I don’t think I’m saying anything wildly controversial when I say that it’s extremely unlikely that Sam Brownback will be our next president. And given his general philosophy of “compassionate conservatism” on steroids, I think that’s probably a good thing.
Still, it’s interesting that Brownback felt the need to take the pages of the NY Times to explain his position on evolution:
If belief in evolution means simply assenting to microevolution, small changes over time within a species, I am happy to say, as I have in the past, that I believe it to be true. If, on the other hand, it means assenting to an exclusively materialistic, deterministic vision of the world that holds no place for a guiding intelligence, then I reject it.
What’s noteworthy here is that these two options hardly exhaust the possibilities. It’s possible, and I believe true, that there has been not only change within species but between species and that this doesn’t imply “an exclusively materialistic, deterministic vision of the world that holds no place for a guiding intelligence.”

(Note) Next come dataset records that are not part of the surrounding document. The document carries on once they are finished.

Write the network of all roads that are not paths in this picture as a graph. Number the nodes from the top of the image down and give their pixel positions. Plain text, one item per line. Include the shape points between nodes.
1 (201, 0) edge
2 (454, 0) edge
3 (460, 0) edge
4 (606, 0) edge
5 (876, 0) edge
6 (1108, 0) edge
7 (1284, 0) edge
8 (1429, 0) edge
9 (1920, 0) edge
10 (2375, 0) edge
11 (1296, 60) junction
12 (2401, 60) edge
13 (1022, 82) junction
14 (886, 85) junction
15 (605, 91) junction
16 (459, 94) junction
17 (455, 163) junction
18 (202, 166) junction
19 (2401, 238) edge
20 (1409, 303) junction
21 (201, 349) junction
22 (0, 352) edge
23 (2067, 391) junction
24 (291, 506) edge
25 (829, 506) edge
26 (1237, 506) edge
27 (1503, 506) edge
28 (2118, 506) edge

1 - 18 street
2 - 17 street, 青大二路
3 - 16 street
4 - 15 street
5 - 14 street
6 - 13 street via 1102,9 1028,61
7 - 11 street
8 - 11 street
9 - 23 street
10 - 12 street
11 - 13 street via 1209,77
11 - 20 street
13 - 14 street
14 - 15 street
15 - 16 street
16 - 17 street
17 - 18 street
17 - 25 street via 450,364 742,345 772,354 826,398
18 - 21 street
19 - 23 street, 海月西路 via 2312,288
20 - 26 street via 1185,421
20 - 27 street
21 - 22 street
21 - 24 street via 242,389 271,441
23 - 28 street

It seems that Brownback shares the concern of many religious believers that accepting “macro” evolution would undermine the uniqueness and worth of human beings:
I am wary of any theory that seeks to undermine man’s essential dignity and unique and intended place in the cosmos. I firmly believe that each human person, regardless of circumstance, was willed into being and made for a purpose.

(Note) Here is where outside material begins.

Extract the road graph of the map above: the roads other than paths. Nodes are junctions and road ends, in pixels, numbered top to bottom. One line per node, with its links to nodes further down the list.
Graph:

In fact, I’d be willing to speculate that this, more than worries about literal vs. symbolic interpretations of the Bible, is the source of much religious anxiety about evolution.

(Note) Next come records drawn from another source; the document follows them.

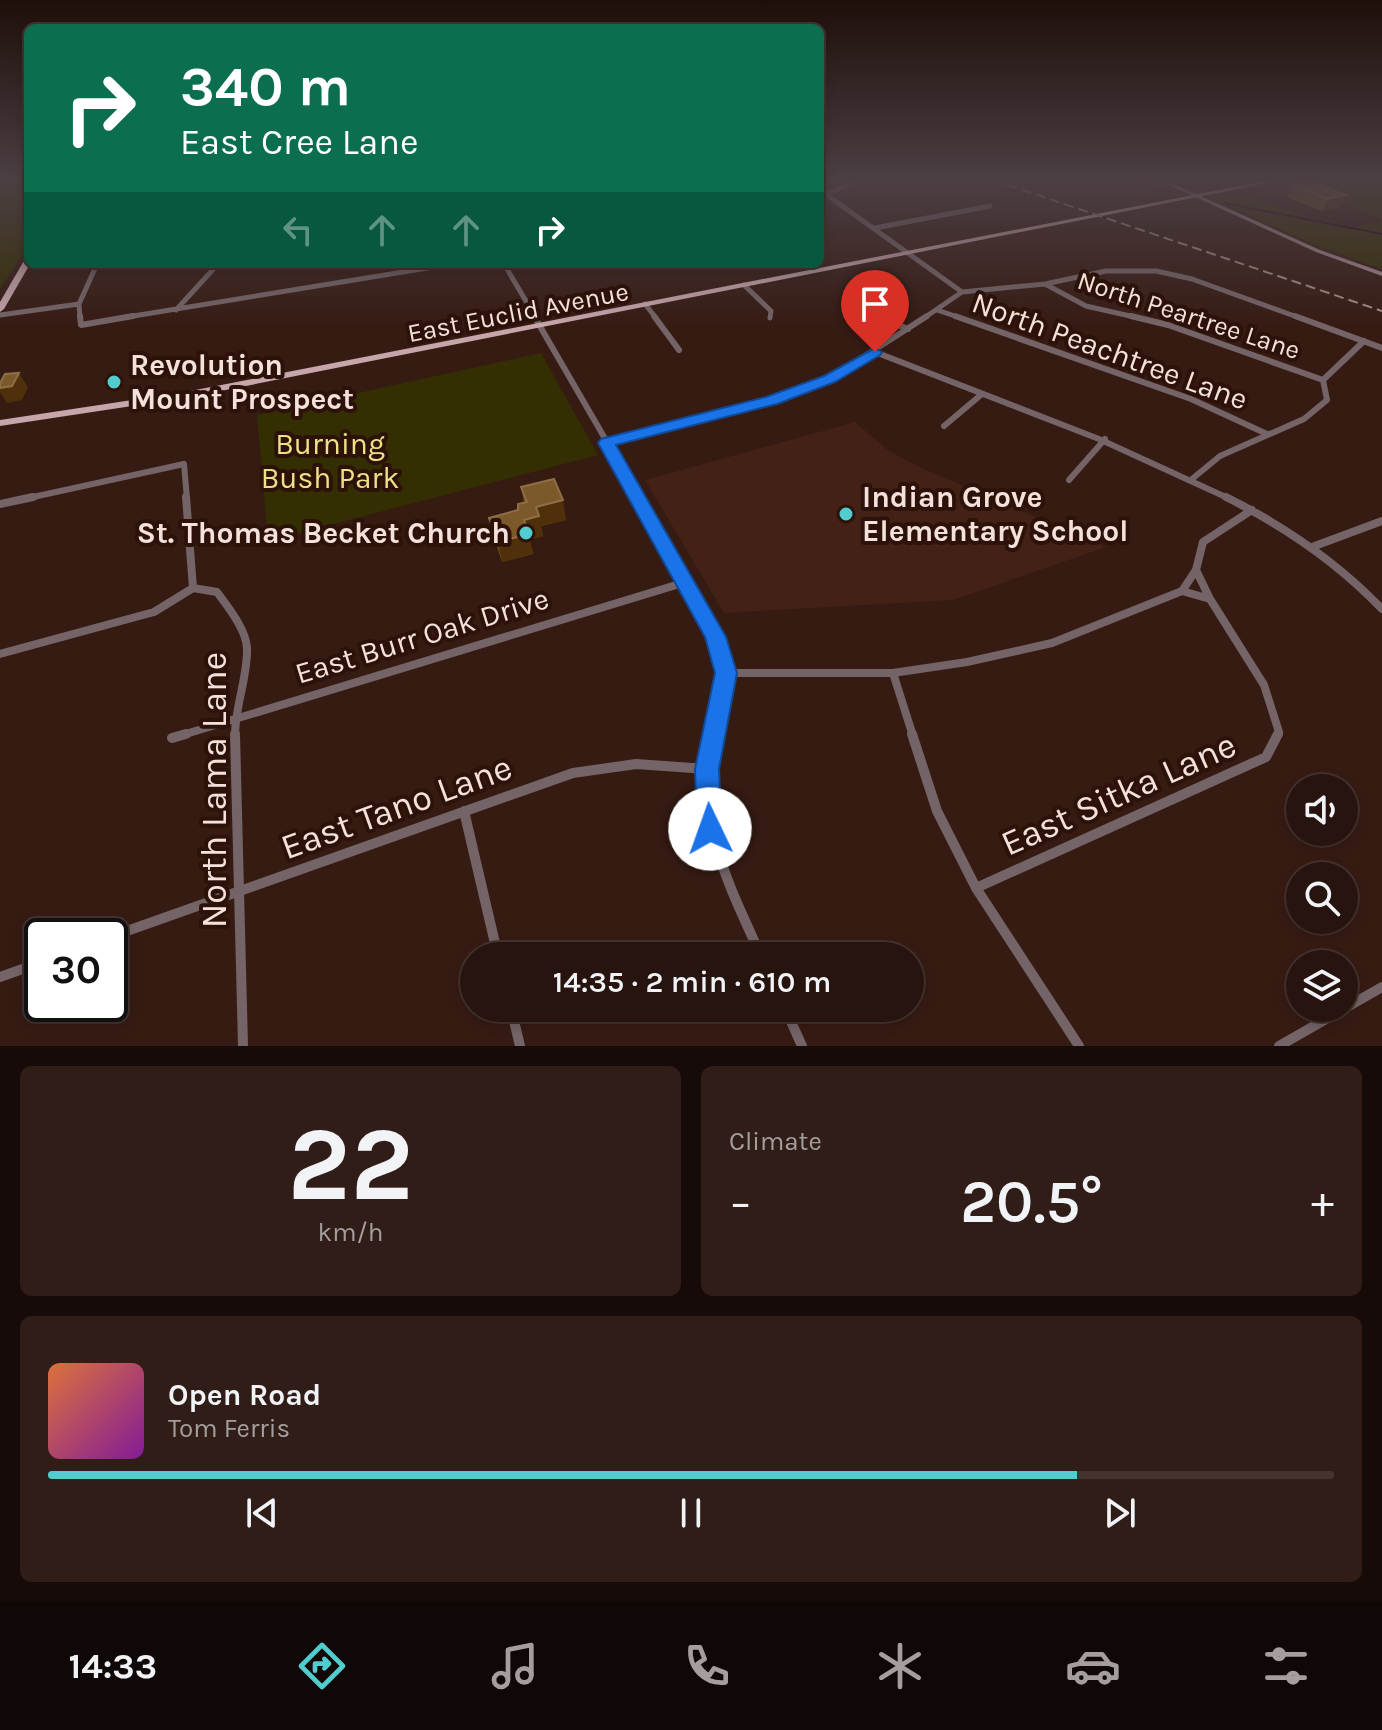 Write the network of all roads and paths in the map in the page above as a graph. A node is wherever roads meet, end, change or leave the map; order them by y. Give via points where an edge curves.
1 (876, 229) edge
2 (1038, 229) edge
3 (1269, 229) edge
4 (910, 254) junction
5 (24, 268) edge
6 (95, 268) edge
7 (214, 268) edge
8 (428, 268) edge
9 (506, 268) edge
10 (1382, 274) edge
11 (1045, 284) junction
12 (746, 287) junction
13 (962, 292) junction
14 (79, 304) junction
15 (646, 306) junction
16 (0, 309) edge
17 (176, 310) junction
18 (937, 310) junction
19 (0, 315) edge
20 (770, 319) dead end
21 (891, 322) dead end
22 (541, 327) junction
23 (908, 329) junction
24 (1364, 341) junction
25 (1382, 348) edge
26 (679, 350) dead end
27 (875, 352) junction
28 (1323, 380) junction
29 (982, 394) junction
30 (0, 423) edge
31 (944, 426) dead end
32 (0, 431) edge
33 (1267, 434) junction
34 (1105, 439) junction
35 (607, 443) junction
36 (1192, 479) junction
37 (1069, 480) dead end
38 (0, 504) edge
39 (1252, 510) junction
40 (1382, 521) edge
41 (1312, 547) junction
42 (1196, 570) junction
43 (686, 582) junction
44 (193, 588) junction
45 (1182, 591) junction
46 (1210, 599) junction
47 (1382, 609) edge
48 (0, 654) edge
49 (726, 673) junction
50 (893, 673) junction
51 (235, 717) junction
52 (172, 738) dead end
53 (707, 769) junction
54 (464, 811) junction
55 (976, 888) junction
56 (239, 891) junction
57 (128, 931) edge
58 (495, 942) edge
59 (755, 942) edge
60 (24, 968) edge
61 (0, 977) edge
62 (1382, 987) edge
63 (514, 1022) edge
64 (791, 1022) edge
65 (243, 1046) edge
66 (520, 1046) edge
67 (802, 1046) edge
68 (1079, 1046) edge
69 (1279, 1046) edge

1 - 4 street
2 - 4 main road, East Euclid Avenue
3 - 10 main road
4 - 12 main road, East Euclid Avenue
4 - 13 street
5 - 16 main road
6 - 14 street
7 - 17 street
8 - 17 street
9 - 22 street
11 - 13 street
11 - 24 street via 1106,271 1156,268
11 - 28 street, North Peartree Lane via 1086,306 1168,325
12 - 15 main road, East Euclid Avenue
12 - 20 street via 771,311
13 - 18 street
14 - 17 street via 81,325
14 - 19 street
15 - 22 main road, East Euclid Avenue
15 - 26 street
18 - 23 street
18 - 33 street, North Peachtree Lane via 1179,394
21 - 23 street
22 - 30 main road, East Euclid Avenue via 185,395
22 - 32 main road, East Euclid Avenue via 134,411
22 - 35 street
23 - 27 street
24 - 25 street
24 - 28 street
27 - 29 street
27 - 35 street via 829,379 772,401
28 - 33 street via 1327,400 1304,419
29 - 31 street
29 - 34 street
33 - 36 street via 1220,456
34 - 36 street
34 - 37 street
35 - 43 street
36 - 39 street
38 - 44 street via 184,464
39 - 41 street
39 - 42 street via 1203,542
40 - 41 street
41 - 47 street
42 - 45 street
42 - 46 street, East Sitka Lane
43 - 49 street via 716,637
43 - 51 street, East Burr Oak Drive
44 - 48 street via 154,612
44 - 51 street, North Lama Lane via 217,592 247,646
45 - 46 street
45 - 50 street via 1052,643
46 - 55 street, East Sitka Lane via 1270,699 1279,732 1266,757
49 - 50 street
49 - 53 street
50 - 55 street via 937,811
51 - 52 street, East Burr Oak Drive
51 - 56 street, North Lama Lane
53 - 54 street, East Tano Lane via 636,764 592,769
53 - 59 street via 713,846
54 - 56 street, East Tano Lane
54 - 58 street
55 - 68 street
56 - 57 street, East Tano Lane
56 - 65 street, North Lama Lane
60 - 61 street
62 - 69 street
63 - 66 street
64 - 67 street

Though it may sound plausible on the surface, I’m not sure that this is really a problem. Each individual human being comes into existence by way of natural processes, but that in no way justifies treating their individual worth as somehow diminished. So why should the fact that the species came into being by natural processes diminish the worth of human beings as such? If we can say that God intends my particular existence, even though I came into being through natural processes, then why can’t we say that God intended to bring human beings as a species into existence by means of natural processes?